▶ **TASK PROMPT**: Nothing in the records may be dropped or altered when you repeat them.

▶ **DATA SUPPLIED**:

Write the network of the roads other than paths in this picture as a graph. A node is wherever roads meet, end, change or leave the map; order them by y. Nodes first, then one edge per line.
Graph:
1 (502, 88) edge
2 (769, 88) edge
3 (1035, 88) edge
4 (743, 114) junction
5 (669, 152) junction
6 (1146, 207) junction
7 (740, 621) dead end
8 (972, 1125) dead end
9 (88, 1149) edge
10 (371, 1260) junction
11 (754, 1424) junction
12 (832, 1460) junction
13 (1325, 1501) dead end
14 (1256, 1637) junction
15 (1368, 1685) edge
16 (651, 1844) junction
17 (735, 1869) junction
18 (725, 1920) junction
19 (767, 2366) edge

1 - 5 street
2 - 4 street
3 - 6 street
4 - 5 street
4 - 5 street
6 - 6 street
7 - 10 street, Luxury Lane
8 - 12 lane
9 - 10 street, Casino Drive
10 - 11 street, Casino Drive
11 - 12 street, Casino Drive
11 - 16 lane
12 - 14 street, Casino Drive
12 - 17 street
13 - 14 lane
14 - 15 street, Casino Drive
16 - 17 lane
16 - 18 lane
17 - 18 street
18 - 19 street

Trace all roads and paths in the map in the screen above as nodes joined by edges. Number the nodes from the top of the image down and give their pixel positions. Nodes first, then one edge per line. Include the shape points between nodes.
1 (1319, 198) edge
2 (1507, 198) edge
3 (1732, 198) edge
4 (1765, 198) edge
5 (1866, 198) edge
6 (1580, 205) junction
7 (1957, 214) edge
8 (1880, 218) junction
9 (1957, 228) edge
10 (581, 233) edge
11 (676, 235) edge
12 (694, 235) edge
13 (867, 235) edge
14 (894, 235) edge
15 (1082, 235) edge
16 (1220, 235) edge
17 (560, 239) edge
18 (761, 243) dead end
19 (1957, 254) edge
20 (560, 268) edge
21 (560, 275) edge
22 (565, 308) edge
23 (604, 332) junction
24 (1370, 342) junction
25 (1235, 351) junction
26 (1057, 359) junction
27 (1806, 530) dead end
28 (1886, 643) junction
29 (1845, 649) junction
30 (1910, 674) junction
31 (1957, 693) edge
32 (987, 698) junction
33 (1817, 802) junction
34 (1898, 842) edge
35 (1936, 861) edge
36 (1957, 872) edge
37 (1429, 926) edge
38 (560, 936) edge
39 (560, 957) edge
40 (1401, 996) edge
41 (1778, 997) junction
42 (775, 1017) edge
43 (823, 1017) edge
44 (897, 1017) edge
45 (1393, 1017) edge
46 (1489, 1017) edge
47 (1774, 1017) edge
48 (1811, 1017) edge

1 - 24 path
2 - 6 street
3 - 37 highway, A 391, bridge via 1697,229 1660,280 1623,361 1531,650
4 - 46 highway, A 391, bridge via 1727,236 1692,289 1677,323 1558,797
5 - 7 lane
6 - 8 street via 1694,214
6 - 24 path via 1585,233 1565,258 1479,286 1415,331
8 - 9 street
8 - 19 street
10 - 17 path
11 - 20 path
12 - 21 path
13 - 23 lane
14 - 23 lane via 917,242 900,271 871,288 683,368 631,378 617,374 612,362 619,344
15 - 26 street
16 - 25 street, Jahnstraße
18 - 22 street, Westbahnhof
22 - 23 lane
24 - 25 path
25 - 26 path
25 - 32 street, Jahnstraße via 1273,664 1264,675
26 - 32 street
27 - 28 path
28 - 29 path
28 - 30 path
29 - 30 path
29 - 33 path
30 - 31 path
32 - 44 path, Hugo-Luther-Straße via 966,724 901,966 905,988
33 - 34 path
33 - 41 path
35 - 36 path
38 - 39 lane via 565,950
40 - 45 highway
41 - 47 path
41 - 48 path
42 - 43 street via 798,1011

▶ **THE ANSWER**:
Write the network of the roads other than paths in this picture as a graph. A node is wherever roads meet, end, change or leave the map; order them by y. Nodes first, then one edge per line.
Graph:
1 (502, 88) edge
2 (769, 88) edge
3 (1035, 88) edge
4 (743, 114) junction
5 (669, 152) junction
6 (1146, 207) junction
7 (740, 621) dead end
8 (972, 1125) dead end
9 (88, 1149) edge
10 (371, 1260) junction
11 (754, 1424) junction
12 (832, 1460) junction
13 (1325, 1501) dead end
14 (1256, 1637) junction
15 (1368, 1685) edge
16 (651, 1844) junction
17 (735, 1869) junction
18 (725, 1920) junction
19 (767, 2366) edge

1 - 5 street
2 - 4 street
3 - 6 street
4 - 5 street
4 - 5 street
6 - 6 street
7 - 10 street, Luxury Lane
8 - 12 lane
9 - 10 street, Casino Drive
10 - 11 street, Casino Drive
11 - 12 street, Casino Drive
11 - 16 lane
12 - 14 street, Casino Drive
12 - 17 street
13 - 14 lane
14 - 15 street, Casino Drive
16 - 17 lane
16 - 18 lane
17 - 18 street
18 - 19 street

Trace all roads and paths in the map in the screen above as nodes joined by edges. Number the nodes from the top of the image down and give their pixel positions. Nodes first, then one edge per line. Include the shape points between nodes.
1 (1319, 198) edge
2 (1507, 198) edge
3 (1732, 198) edge
4 (1765, 198) edge
5 (1866, 198) edge
6 (1580, 205) junction
7 (1957, 214) edge
8 (1880, 218) junction
9 (1957, 228) edge
10 (581, 233) edge
11 (676, 235) edge
12 (694, 235) edge
13 (867, 235) edge
14 (894, 235) edge
15 (1082, 235) edge
16 (1220, 235) edge
17 (560, 239) edge
18 (761, 243) dead end
19 (1957, 254) edge
20 (560, 268) edge
21 (560, 275) edge
22 (565, 308) edge
23 (604, 332) junction
24 (1370, 342) junction
25 (1235, 351) junction
26 (1057, 359) junction
27 (1806, 530) dead end
28 (1886, 643) junction
29 (1845, 649) junction
30 (1910, 674) junction
31 (1957, 693) edge
32 (987, 698) junction
33 (1817, 802) junction
34 (1898, 842) edge
35 (1936, 861) edge
36 (1957, 872) edge
37 (1429, 926) edge
38 (560, 936) edge
39 (560, 957) edge
40 (1401, 996) edge
41 (1778, 997) junction
42 (775, 1017) edge
43 (823, 1017) edge
44 (897, 1017) edge
45 (1393, 1017) edge
46 (1489, 1017) edge
47 (1774, 1017) edge
48 (1811, 1017) edge

1 - 24 path
2 - 6 street
3 - 37 highway, A 391, bridge via 1697,229 1660,280 1623,361 1531,650
4 - 46 highway, A 391, bridge via 1727,236 1692,289 1677,323 1558,797
5 - 7 lane
6 - 8 street via 1694,214
6 - 24 path via 1585,233 1565,258 1479,286 1415,331
8 - 9 street
8 - 19 street
10 - 17 path
11 - 20 path
12 - 21 path
13 - 23 lane
14 - 23 lane via 917,242 900,271 871,288 683,368 631,378 617,374 612,362 619,344
15 - 26 street
16 - 25 street, Jahnstraße
18 - 22 street, Westbahnhof
22 - 23 lane
24 - 25 path
25 - 26 path
25 - 32 street, Jahnstraße via 1273,664 1264,675
26 - 32 street
27 - 28 path
28 - 29 path
28 - 30 path
29 - 30 path
29 - 33 path
30 - 31 path
32 - 44 path, Hugo-Luther-Straße via 966,724 901,966 905,988
33 - 34 path
33 - 41 path
35 - 36 path
38 - 39 lane via 565,950
40 - 45 highway
41 - 47 path
41 - 48 path
42 - 43 street via 798,1011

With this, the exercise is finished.